EU withdrawal would be complex and daunting, Committee finds
4 May 2016
The EU Committee publishes a report stating that if the UK votes to leave the EU, negotiating withdrawal would be a "complex and daunting task".
- Report: Withdrawing from the European Union (PDF)
- Report: Withdrawing from the European Union (HTML)
- Evidence volume: Withdrawing from the EU
- Inquiry: The process of leaving the EU
- European Union Committee
Key findings
- The Committee concludes that Article 50 of the Treaty on European Union provides the only method of withdrawal that is consistent with EU and international law.
- Member States would be the key players throughout the negotiations, while the European Parliament's power to veto the final withdrawal agreement and any agreement on the UK's future relationship would give it significant influence.

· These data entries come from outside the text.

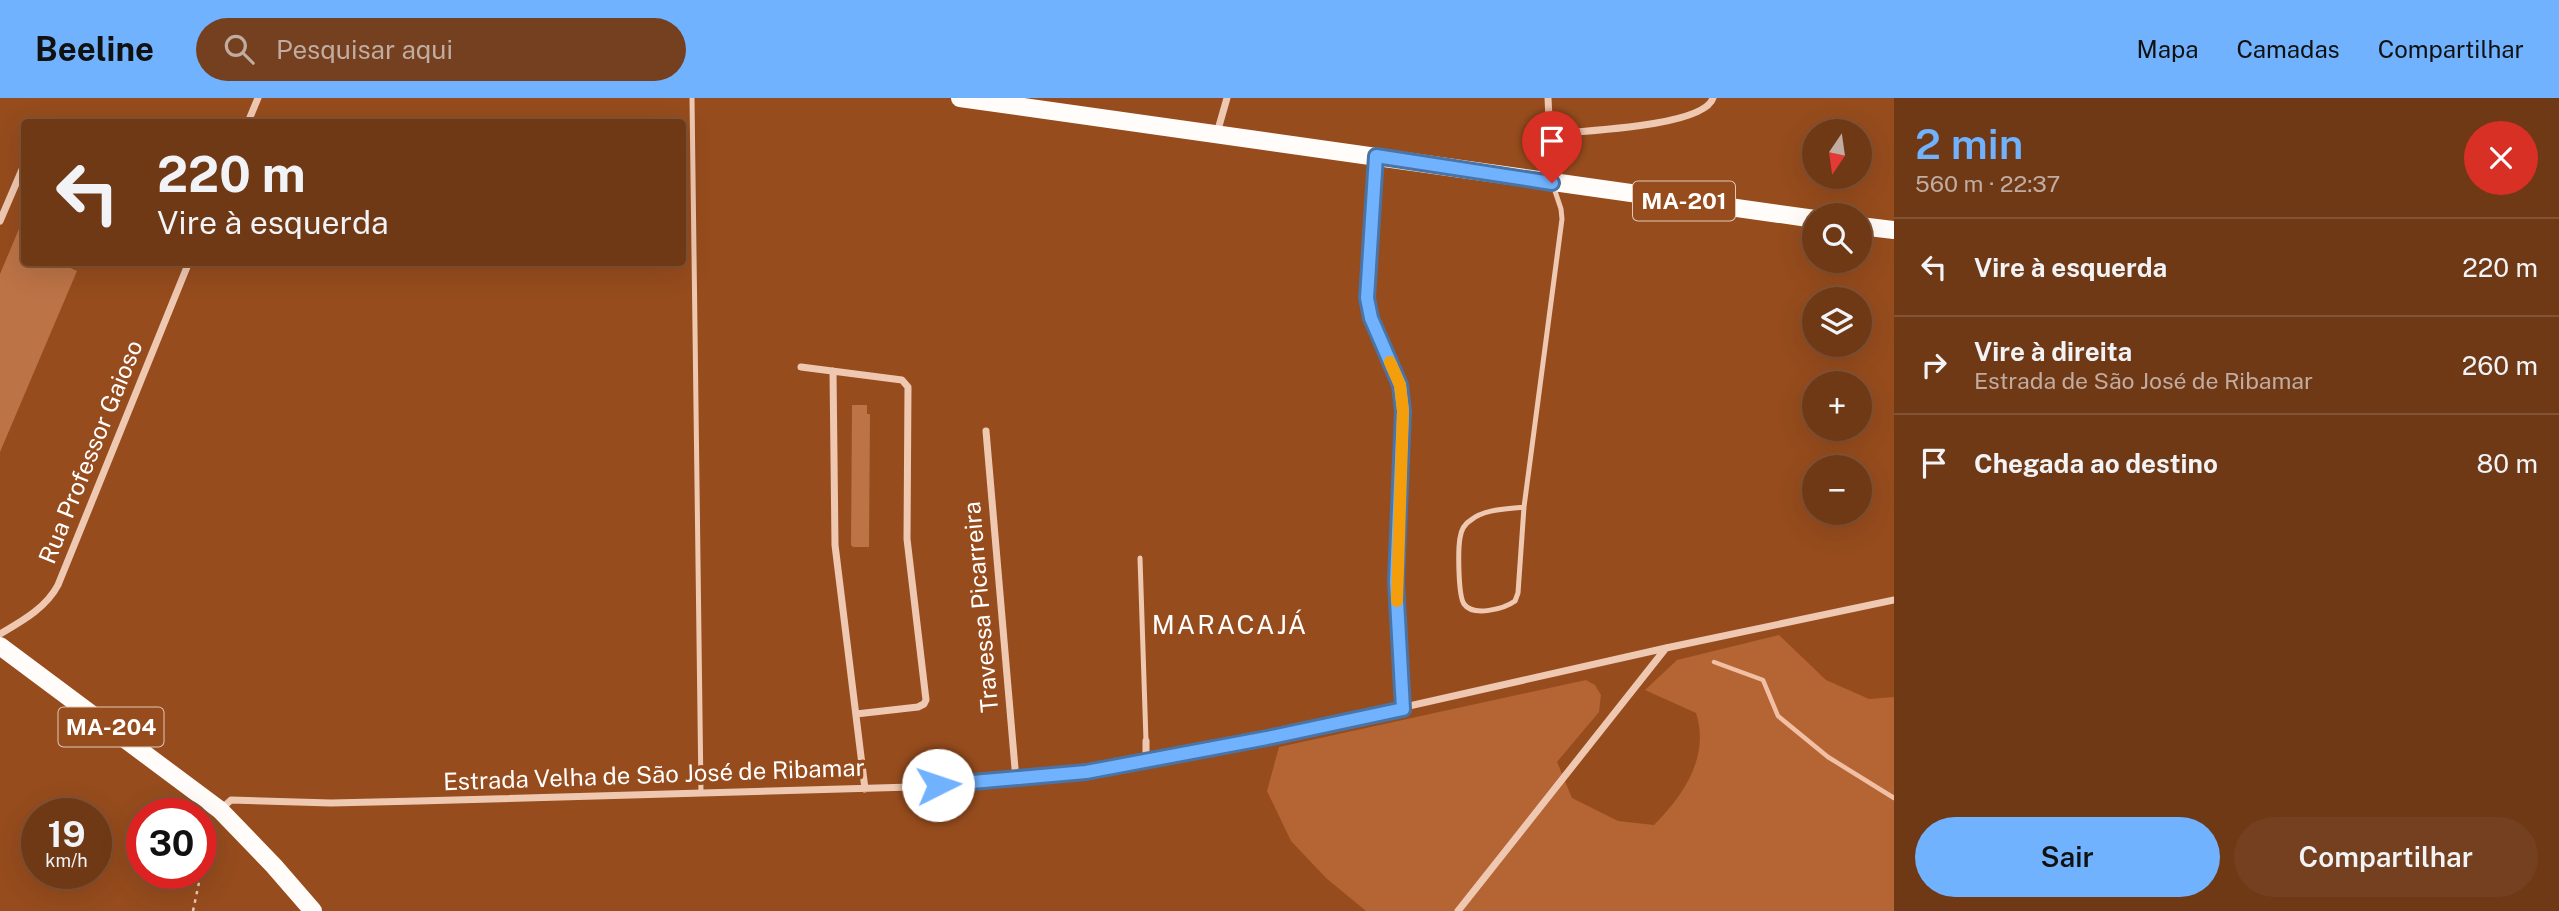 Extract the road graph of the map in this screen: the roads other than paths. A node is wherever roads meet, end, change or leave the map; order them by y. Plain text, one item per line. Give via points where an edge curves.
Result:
1 (258, 98) edge
2 (692, 98) edge
3 (960, 98) edge
4 (1227, 98) edge
5 (1548, 98) edge
6 (1713, 98) edge
7 (249, 119) edge
8 (1216, 133) junction
9 (1550, 134) junction
10 (1376, 156) junction
11 (21, 172) edge
12 (1552, 183) junction
13 (1802, 217) edge
14 (0, 221) edge
15 (1872, 227) edge
16 (1894, 230) edge
17 (187, 266) edge
18 (801, 367) dead end
19 (833, 371) junction
20 (986, 431) dead end
21 (1524, 507) junction
22 (1140, 558) dead end
23 (1894, 600) edge
24 (0, 634) edge
25 (0, 646) edge
26 (1666, 648) junction
27 (1403, 691) joint
28 (1403, 709) junction
29 (856, 714) junction
30 (1146, 741) joint
31 (1146, 761) junction
32 (1016, 780) junction
33 (865, 789) junction
34 (701, 793) junction
35 (220, 810) junction
36 (313, 911) edge
37 (1458, 911) edge

1 - 7 street
2 - 34 lane
3 - 8 main road, MA-201
4 - 8 street
5 - 9 street
6 - 9 street via 1700,112 1647,125
8 - 10 main road, MA-201
9 - 12 street
10 - 12 main road, MA-201
10 - 27 lane via 1367,298 1400,385 1403,411 1396,582
11 - 14 street
12 - 13 main road, MA-201
12 - 21 lane via 1562,219
15 - 16 main road
17 - 24 street, Rua Professor Gaioso via 53,595
18 - 19 street
19 - 29 street via 835,545
19 - 29 street via 902,380 908,387 907,539 926,699 918,707
20 - 32 street, Travessa Picarreira
21 - 21 lane via 1476,516 1463,528 1459,543 1461,596 1471,610 1496,610 1515,601
22 - 30 lane
23 - 26 street, Estrada Velha de São José de Ribamar
25 - 35 main road, MA-204
26 - 28 street, Estrada Velha de São José de Ribamar
26 - 37 street
27 - 28 street
28 - 31 street, Estrada Velha de São José de Ribamar
29 - 33 street
30 - 31 street
31 - 32 street, Estrada Velha de São José de Ribamar
32 - 33 street, Estrada Velha de São José de Ribamar
33 - 34 street, Estrada Velha de São José de Ribamar
34 - 35 street, Estrada Velha de São José de Ribamar via 331,803 232,800
35 - 36 main road, MA-204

- Negotiations would be lengthy, needing to cover not only how the UK leaves the EU, but also the UK's new relationship with the European Union. While no exact precedent exists, comparable trade deals with the EU and non-EU states have taken between four and nine years.

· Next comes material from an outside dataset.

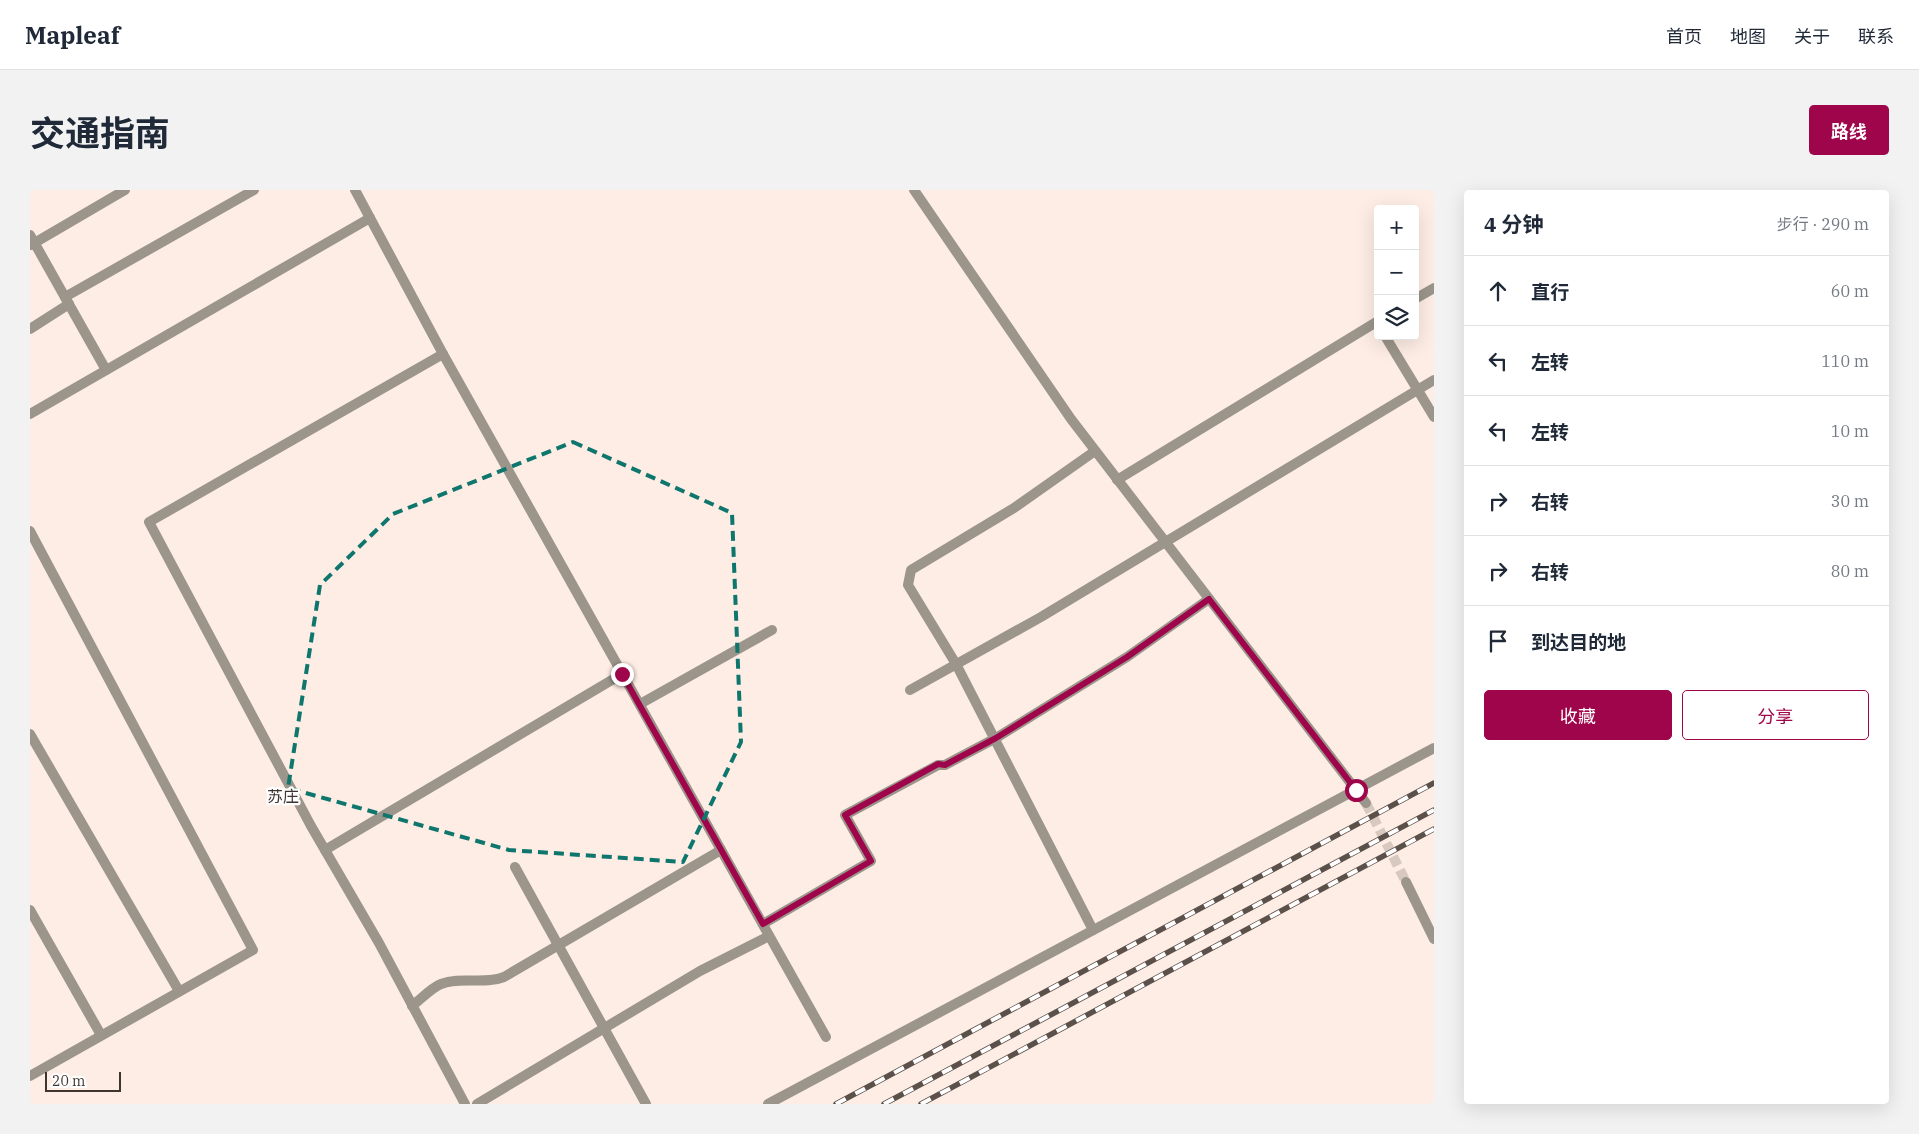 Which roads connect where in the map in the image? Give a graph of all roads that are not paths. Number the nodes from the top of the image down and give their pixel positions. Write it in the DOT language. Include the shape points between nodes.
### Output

- Negotiations would need to cover the acquired rights of some 2 million* UK citizens resident in the EU, and a similar number of EU citizens in the UK.
- The credibility of the UK within the EU, while negotiating its withdrawal, would be undermined; the Committee concludes that in the event of a decision to withdraw from the EU the Government should consider alternatives to the forthcoming UK Presidency of the EU, scheduled for the second half of 2017.

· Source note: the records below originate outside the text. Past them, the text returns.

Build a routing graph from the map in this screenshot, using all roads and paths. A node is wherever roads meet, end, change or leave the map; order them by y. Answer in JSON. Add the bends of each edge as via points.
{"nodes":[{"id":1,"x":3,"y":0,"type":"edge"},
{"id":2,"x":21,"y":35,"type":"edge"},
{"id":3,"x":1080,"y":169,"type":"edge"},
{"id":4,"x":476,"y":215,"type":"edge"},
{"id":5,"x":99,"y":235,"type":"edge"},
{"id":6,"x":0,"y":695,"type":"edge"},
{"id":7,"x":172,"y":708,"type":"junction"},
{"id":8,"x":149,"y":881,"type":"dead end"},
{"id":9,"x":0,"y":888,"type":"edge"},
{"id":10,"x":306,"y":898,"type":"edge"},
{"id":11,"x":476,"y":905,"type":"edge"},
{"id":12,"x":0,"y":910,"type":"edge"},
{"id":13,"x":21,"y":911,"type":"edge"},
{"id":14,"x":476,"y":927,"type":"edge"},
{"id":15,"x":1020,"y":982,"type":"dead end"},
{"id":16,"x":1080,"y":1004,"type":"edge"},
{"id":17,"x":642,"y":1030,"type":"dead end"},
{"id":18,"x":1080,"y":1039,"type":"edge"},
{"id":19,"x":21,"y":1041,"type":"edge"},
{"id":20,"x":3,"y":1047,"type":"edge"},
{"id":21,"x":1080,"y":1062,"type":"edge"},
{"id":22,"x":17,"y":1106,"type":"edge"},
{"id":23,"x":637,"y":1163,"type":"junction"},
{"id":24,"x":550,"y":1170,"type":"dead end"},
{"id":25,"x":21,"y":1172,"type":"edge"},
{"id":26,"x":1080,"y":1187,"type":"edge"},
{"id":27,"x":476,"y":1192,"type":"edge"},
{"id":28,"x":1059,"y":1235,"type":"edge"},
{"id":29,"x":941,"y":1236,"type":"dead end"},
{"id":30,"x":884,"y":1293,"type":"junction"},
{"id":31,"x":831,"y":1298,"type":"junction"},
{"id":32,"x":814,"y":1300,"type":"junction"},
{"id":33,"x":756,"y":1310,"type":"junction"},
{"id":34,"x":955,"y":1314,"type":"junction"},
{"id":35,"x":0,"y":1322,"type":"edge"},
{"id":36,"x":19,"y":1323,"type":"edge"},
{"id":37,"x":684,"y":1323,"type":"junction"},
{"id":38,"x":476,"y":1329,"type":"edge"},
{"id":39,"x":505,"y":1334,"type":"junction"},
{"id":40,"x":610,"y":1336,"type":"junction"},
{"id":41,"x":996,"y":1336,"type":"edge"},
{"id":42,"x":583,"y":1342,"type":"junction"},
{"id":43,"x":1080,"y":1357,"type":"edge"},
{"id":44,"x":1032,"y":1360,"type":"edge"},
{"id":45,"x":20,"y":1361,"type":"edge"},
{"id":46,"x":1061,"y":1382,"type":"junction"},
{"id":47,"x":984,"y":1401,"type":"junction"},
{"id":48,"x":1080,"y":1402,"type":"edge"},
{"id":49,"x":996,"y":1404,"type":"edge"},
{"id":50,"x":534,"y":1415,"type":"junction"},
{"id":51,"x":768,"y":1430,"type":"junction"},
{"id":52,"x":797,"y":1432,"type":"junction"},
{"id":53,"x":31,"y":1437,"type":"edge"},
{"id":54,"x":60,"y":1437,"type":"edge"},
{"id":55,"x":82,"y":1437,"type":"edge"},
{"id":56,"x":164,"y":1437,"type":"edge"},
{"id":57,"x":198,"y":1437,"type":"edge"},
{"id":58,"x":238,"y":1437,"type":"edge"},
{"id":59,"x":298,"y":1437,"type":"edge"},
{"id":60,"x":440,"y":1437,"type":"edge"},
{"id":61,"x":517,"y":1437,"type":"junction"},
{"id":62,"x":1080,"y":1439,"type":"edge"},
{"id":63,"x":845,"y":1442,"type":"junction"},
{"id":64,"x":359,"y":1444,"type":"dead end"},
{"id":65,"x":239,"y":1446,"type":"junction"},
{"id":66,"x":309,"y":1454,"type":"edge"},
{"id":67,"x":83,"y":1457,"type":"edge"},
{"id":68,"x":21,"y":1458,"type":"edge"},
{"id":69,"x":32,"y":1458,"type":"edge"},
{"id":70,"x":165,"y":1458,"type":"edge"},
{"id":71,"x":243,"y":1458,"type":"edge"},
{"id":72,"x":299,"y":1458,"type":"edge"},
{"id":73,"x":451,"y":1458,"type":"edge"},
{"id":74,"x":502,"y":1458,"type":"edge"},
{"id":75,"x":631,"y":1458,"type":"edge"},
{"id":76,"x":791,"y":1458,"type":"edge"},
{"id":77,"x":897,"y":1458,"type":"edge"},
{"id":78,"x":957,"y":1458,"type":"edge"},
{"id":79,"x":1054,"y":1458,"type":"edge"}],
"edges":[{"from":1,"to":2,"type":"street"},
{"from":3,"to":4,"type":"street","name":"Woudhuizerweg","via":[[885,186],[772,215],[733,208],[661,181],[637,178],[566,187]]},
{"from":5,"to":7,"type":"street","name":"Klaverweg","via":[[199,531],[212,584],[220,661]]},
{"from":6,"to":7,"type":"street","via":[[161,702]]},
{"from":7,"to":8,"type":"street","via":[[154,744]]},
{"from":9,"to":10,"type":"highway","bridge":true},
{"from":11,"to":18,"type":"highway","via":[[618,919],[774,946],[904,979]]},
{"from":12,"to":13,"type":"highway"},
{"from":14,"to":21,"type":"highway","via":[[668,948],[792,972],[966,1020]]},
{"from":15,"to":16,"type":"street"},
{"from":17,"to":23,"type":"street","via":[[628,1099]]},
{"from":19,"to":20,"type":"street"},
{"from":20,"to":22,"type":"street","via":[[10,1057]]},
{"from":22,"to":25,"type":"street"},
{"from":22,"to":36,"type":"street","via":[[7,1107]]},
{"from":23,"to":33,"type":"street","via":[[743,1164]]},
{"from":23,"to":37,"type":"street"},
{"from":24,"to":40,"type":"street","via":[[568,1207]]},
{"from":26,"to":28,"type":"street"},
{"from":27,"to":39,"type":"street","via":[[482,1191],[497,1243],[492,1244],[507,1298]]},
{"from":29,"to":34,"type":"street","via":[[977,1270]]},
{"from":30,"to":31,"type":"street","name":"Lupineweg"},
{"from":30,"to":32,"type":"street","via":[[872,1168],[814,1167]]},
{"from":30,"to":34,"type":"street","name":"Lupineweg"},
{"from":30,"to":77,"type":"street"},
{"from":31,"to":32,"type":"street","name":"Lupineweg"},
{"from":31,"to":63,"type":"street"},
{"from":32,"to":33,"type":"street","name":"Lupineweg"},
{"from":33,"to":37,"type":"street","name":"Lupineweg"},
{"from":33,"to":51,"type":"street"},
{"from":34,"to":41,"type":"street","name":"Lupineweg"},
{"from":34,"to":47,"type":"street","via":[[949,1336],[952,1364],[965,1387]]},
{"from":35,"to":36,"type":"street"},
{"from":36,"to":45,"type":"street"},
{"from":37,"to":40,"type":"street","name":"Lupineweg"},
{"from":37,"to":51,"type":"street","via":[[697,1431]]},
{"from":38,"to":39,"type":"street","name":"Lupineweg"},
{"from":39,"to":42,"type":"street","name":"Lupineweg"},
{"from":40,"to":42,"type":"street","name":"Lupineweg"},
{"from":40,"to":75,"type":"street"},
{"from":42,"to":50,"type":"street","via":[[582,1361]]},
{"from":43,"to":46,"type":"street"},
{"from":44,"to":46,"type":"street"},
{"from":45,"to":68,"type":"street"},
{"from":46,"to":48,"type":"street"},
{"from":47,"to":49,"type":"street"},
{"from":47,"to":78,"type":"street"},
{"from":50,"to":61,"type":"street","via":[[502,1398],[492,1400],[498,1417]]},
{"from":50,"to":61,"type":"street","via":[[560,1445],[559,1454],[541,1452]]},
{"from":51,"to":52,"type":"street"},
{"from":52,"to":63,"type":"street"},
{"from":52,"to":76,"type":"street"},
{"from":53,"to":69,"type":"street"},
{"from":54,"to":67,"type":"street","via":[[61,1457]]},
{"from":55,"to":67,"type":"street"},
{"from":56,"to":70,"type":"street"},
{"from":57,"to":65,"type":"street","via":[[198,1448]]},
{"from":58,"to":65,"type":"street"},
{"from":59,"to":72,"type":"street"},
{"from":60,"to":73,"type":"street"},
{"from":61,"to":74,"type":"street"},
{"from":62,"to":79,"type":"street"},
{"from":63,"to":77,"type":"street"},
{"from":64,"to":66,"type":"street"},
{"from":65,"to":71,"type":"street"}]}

* Since publication of the Committee's report, it has been brought to the Committee's attention that the figure of 2 million citizens living in the EU, which was cited in evidence to the Committee, and which appears in paragraph 4.2 of the Government's report on The Process for Withdrawing from the European Union, has been superseded. More recent estimates from the United Nations put the figure at around 1.2 million.
What next?
The Committee has invited the Government to respond to the report, and a debate will be held in due course.